Trois des principaux candidats aux élections législatives françaises se sont rencontrés lors d’un débat télévisé mardi 25 juin. Nous passons en revue les principaux points politiques soulevés.
Plus de 5,5 millions de téléspectateurs ont regardé le premier ministre Gabriel Attal, le président du Rassemblement national (RN) Jordan Bardella et Manuel Bompard de La France Insoumise (LFI), représentant du Nouveau Front populaire (NFP), s’affronter sur des questions allant du pouvoir d’achat à l’immigration.
M. Bardella et M. Bompard ont tous deux exhorté les électeurs français à « tourner la page » du macronisme et à voter pour leur parti lors des élections des 30 juin et 7 juillet.
Questions clés
Pouvoir d’achat
“On peut agir sur le pouvoir d’achat”, a affirmé M. Bardella, qui se présente comme “le premier ministre du pouvoir d’achat”. Il a réitéré la promesse du RN de baisser la TVA sur l’énergie de 20% à 5,5%.
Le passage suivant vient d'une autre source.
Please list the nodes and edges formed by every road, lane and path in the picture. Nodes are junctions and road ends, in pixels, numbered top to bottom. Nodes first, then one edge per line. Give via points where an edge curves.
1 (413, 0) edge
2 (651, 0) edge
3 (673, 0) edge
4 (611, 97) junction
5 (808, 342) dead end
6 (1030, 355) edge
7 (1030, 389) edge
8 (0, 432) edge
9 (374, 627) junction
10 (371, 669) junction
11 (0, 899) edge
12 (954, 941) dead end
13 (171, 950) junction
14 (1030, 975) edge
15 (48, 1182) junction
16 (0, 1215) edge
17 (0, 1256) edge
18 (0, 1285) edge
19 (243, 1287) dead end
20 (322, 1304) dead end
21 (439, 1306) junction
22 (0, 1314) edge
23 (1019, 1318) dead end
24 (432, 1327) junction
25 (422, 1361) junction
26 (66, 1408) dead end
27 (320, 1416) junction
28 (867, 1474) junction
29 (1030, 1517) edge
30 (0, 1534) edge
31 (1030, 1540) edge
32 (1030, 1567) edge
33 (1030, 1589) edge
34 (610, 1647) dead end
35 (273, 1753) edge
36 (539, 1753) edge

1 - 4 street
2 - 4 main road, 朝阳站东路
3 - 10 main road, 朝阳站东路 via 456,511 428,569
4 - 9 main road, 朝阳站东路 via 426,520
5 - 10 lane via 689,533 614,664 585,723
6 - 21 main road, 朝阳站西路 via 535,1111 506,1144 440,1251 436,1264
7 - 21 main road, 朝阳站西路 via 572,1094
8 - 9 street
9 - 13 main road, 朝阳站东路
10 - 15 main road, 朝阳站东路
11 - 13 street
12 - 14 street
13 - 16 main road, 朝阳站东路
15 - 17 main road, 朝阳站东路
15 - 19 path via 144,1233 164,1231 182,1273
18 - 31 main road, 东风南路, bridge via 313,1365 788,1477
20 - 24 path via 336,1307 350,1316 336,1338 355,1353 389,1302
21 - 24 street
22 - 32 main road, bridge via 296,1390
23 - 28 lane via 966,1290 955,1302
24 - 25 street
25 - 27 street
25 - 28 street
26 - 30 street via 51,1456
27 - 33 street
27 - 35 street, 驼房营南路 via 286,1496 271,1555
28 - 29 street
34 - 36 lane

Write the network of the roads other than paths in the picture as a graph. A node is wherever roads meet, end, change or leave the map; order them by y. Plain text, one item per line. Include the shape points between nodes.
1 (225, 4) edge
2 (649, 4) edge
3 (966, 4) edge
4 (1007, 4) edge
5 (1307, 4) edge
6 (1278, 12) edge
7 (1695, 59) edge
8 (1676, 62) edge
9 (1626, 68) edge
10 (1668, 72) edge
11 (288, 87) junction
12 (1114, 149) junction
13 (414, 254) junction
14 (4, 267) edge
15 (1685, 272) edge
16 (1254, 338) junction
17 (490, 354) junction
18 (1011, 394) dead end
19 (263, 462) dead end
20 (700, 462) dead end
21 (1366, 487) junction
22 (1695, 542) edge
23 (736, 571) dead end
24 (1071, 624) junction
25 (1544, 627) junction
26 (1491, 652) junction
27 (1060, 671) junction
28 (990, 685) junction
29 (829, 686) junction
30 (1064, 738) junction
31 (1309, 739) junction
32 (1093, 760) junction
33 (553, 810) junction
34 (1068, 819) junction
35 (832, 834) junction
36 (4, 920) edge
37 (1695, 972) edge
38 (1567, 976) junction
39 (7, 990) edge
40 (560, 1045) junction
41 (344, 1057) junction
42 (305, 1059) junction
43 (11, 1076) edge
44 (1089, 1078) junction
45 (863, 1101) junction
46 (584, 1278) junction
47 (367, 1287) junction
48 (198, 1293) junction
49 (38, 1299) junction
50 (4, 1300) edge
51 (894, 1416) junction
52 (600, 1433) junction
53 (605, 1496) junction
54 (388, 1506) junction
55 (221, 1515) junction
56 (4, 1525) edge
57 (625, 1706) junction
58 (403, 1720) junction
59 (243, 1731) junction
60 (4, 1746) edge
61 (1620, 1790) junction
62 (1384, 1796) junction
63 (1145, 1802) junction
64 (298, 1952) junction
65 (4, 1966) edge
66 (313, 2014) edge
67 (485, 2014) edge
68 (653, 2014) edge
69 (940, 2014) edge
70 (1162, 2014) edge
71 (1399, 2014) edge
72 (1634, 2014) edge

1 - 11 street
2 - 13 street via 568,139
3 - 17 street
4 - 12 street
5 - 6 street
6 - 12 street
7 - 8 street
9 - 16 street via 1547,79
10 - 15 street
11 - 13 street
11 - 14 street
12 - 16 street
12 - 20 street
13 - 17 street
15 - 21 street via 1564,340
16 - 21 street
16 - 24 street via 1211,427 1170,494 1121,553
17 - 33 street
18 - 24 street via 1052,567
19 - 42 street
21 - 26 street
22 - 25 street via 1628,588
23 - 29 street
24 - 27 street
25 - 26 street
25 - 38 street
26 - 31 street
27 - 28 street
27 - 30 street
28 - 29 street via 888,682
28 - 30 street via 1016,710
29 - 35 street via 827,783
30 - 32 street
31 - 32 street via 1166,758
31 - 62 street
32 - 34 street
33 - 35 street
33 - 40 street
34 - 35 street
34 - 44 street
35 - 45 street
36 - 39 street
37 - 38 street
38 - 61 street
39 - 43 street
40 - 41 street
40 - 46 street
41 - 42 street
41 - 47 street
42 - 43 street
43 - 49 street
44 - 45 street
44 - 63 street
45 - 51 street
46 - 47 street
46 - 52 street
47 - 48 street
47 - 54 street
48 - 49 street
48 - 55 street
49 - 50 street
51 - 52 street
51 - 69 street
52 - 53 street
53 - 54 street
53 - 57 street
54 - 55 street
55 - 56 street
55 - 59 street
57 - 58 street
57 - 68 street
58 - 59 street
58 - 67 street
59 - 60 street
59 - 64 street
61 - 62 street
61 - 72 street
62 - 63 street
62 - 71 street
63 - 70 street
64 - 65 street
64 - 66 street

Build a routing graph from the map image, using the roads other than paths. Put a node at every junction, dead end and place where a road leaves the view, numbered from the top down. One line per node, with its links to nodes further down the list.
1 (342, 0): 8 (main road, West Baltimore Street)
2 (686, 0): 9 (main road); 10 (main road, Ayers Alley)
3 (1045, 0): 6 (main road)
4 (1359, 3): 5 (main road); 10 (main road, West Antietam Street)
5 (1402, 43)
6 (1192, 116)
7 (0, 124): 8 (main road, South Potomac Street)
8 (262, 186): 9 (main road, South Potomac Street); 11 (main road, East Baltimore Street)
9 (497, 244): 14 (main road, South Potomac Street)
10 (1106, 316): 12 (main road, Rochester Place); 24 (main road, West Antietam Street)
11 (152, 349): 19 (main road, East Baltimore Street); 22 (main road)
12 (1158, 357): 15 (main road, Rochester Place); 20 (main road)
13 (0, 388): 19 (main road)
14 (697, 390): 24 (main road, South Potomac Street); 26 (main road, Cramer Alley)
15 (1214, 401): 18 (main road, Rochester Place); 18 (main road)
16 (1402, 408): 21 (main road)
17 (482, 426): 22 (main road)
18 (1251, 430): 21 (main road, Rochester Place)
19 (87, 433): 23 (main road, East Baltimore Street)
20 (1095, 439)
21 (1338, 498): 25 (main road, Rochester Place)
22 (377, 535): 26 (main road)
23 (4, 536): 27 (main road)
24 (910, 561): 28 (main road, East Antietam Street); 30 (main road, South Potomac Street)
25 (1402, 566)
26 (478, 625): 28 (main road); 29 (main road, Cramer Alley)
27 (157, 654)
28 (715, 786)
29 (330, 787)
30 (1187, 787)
M. Attal a répliqué, se demandant combien coûteraient les baisses d’impôts du RN et comment elles seraient financées.
“Je ne veux pas promettre la lune”, a déclaré M. Attal, 35 ans, se présentant comme quelqu’un qui tiendrait fermement les rênes de l’économie et du budget français, comparé aux grosses dépenses promises par ses rivaux. Il a promis des mesures pour « gagner plus et dépenser moins ».
M. Bompard, 38 ans, a réclamé une augmentation des salaires et la fixation du salaire minimum net (SMIC) à 1.600 euros et a déclaré à Attal qu’il était “mal placé pour donner des leçons d’économie” au vu de son bilan jusqu’à présent.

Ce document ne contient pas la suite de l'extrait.